The U.S. Small Business Administration Office of Advocacy reports that Idaho alone has 149,476 small businesses that employ more than half of the state’s private workforce. Shopping at local small businesses and creating a competitive national economy that better enables them to succeed are some ways we can support local job creators.
In addition to providing jobs and boosting our economy, small businesses sponsor youth sports teams, support local service organizations, back families who have faced tragedy and much more. They are the heart of our communities. Their presence is the bellwether of the vitality of downtowns. We need small businesses, and we need them to succeed and grow to improve our nation’s economy.
Unfortunately, small businesses face considerable challenges to remain profitable and grow jobs. The SBA also found that 3,035 establishments opened in Idaho in the first quarter of 2014, while 2,490 closed in the state of Idaho during that time. The cost of federal tax and regulatory compliance are among the many challenges small business owners must overcome to succeed.

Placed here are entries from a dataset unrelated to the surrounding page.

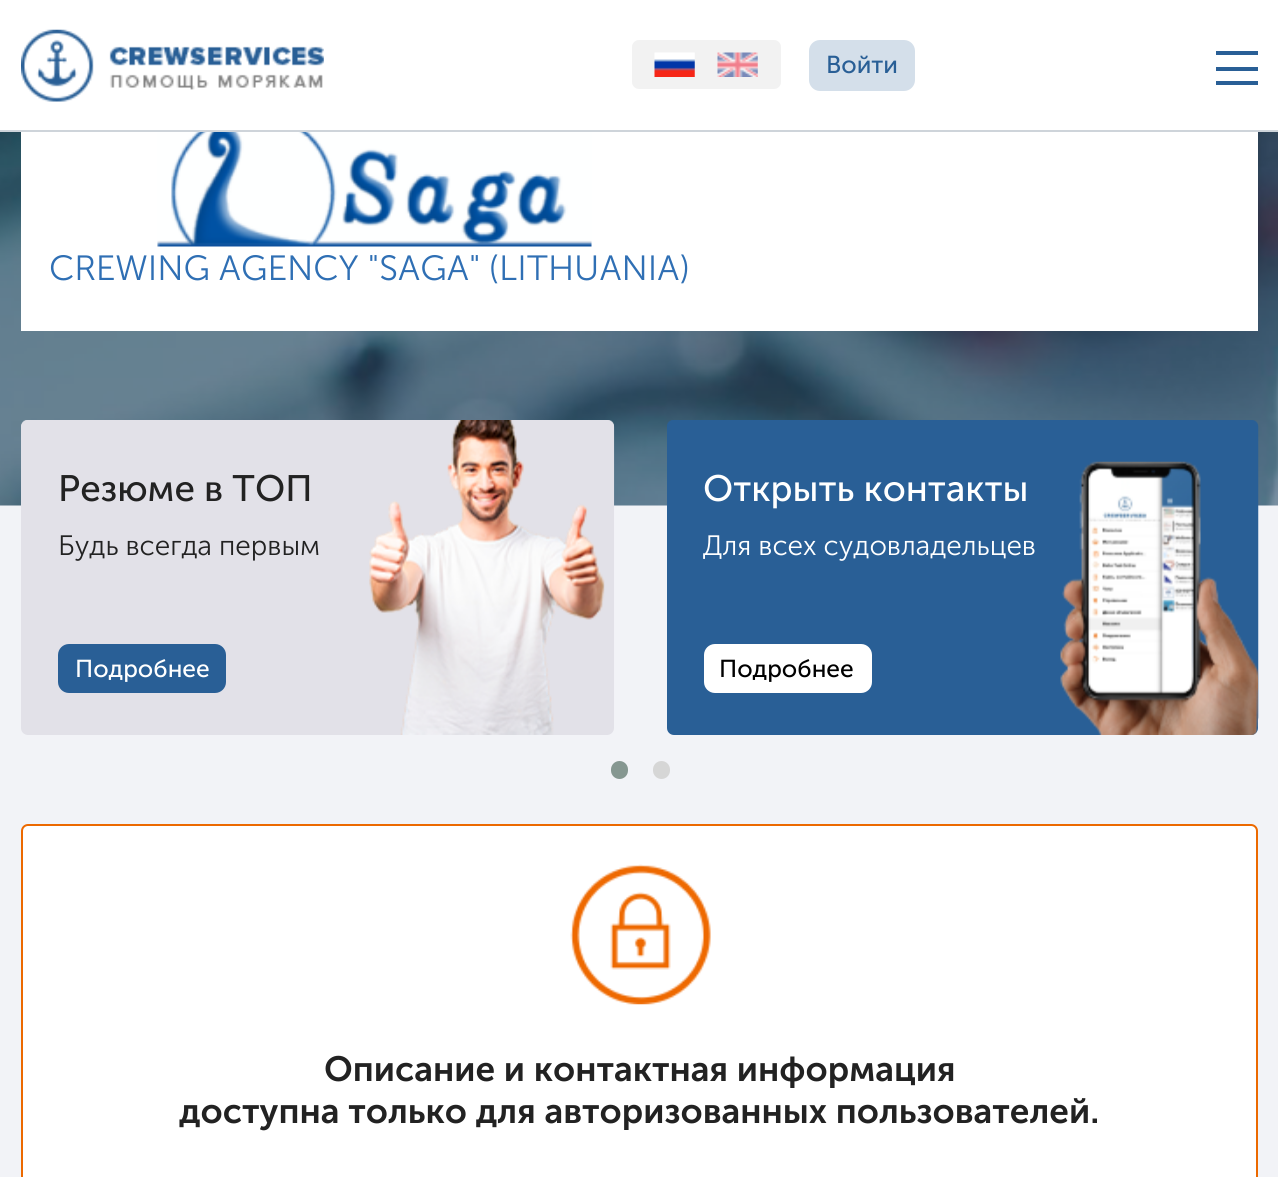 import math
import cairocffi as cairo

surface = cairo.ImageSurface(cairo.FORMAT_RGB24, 1278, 1177)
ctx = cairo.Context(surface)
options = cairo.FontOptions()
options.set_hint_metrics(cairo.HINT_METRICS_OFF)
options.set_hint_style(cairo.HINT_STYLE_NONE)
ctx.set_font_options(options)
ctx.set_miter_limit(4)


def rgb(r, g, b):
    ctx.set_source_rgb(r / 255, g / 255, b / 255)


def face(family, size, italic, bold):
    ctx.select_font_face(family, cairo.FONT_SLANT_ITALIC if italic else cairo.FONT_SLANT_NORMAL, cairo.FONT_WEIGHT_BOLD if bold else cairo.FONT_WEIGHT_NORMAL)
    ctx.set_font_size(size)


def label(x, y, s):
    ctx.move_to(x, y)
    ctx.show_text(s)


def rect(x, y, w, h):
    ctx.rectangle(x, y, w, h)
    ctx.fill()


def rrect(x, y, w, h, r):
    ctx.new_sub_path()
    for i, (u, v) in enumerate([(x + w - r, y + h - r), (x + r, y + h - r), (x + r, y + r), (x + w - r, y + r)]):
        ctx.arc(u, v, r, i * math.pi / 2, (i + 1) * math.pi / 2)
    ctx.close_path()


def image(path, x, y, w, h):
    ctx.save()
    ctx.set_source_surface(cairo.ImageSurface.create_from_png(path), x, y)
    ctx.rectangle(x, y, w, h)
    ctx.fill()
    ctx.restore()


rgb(242, 243, 247)
ctx.paint()
rgb(255, 255, 255)
rect(0, 0, 1278, 130)
rgb(206, 212, 218)
rect(0, 130, 1278, 2)
image('image0.png', 21, 29, 303, 73)
rgb(242, 242, 242)
rrect(632, 40, 149, 49, 7)
ctx.fill()
image('image1.png', 654, 52, 41, 25)
image('image2.png', 717, 52, 41, 25)
rgb(212, 223, 234)
rrect(810, 41, 104, 49, 10)
ctx.fill_preserve()
ctx.stroke()
face('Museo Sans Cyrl', 24.5, 0, 0)
rgb(41, 95, 150)
label(826, 73, 'Войти')
rect(1216, 81, 42, 4)
rect(1216, 51, 42, 4)
rect(1216, 67, 42, 4)
image('image3.png', 0, 132, 1278, 374)
rgb(255, 255, 255)
rect(21, 132, 1237, 199)
image('image4.png', 157, 132, 435, 115)
face('Museo Sans Cyrl Light', 35, 0, 0)
rgb(47, 111, 180)
label(49, 280, 'CREWING AGENCY "SAGA" (LITHUANIA)')
image('image5.png', 21, 420, 594, 298)
rgb(226, 225, 232)
rrect(21, 420, 593, 315, 7)
ctx.fill()
image('image6.png', 369, 420, 236, 315)
face('Museo Sans Cyrl', 36.75, 0, 0)
rgb(34, 34, 34)
label(58, 501, 'Резюме в ТОП')
face('Museo Sans Cyrl Light', 28, 0, 0)
label(58, 555, 'Будь всегда первым')
rgb(41, 95, 150)
rrect(59, 645, 166, 47, 10)
ctx.fill_preserve()
ctx.stroke()
face('Museo Sans Cyrl', 24.5, 0, 0)
rgb(255, 255, 255)
label(75, 677, 'Подробнее')
image('image7.png', 667, 420, 592, 300)
rgb(41, 95, 150)
rrect(667, 420, 591, 315, 7)
ctx.fill()
image('image8.png', 1060, 461, 199, 274)
face('Museo Sans Cyrl', 36.75, 0, 0)
rgb(255, 255, 255)
label(703, 501, 'Открыть контакты')
face('Museo Sans Cyrl Light', 28, 0, 0)
label(703, 555, 'Для всех судовладельцев')
rrect(705, 645, 166, 47, 10)
ctx.fill_preserve()
ctx.stroke()
face('Museo Sans Cyrl', 24.5, 0, 0)
rgb(0, 0, 0)
label(719, 677, 'Подробнее')
rgb(134, 151, 145)
rrect(611, 761, 17, 18, 8.5)
ctx.fill()
rgb(214, 214, 214)
rrect(653, 761, 17, 18, 8.5)
ctx.fill()
rgb(255, 255, 255)
rrect(22, 825, 1235, 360, 6)
ctx.fill_preserve()
rgb(236, 105, 0)
ctx.stroke()
image('image9.png', 570, 864, 141, 141)
face('Museo Sans Cyrl SemiBold', 35, 0, 0)
rgb(34, 34, 34)
label(324, 1081, 'Описание и контактная информация')
label(179, 1123, 'доступна только для авторизованных пользователей.')
surface.write_to_png('render.png')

Fellow Idaho Sen. Jim Risch and I are original co-sponsors of a bipartisan resolution that designated Nov. 28 as “Small Business Saturday” — a day to increase awareness of the value of locally owned small businesses and their impact on our economy and encourage consumers to shop locally. Nationally, it has been recognized that small businesses represent 99.7 percent of all businesses with employees in the United States and employ more than 48.5 percent of the employees in our country’s private sector.
Promoting small businesses is a good step, and substantial federal policy changes are also needed to create a more business-friendly America. This requires removing excessive federal regulation and fixing our broken tax code.
We must simplify the tax code and lower rates for all individuals, families and businesses. We also must scrap overly-burdensome and costly regulations that require small businesses to wade through seemingly endless paperwork to comply without appreciable benefits. Removing the disincentives of high taxes and costly regulation will better enable small businesses to create jobs and help grow our economy.
I will continue to advocate advancing legislation and federal policy changes that better enable America’s small businesses to succeed and Americans to turn their ideas into jobs. We must better support these job creators.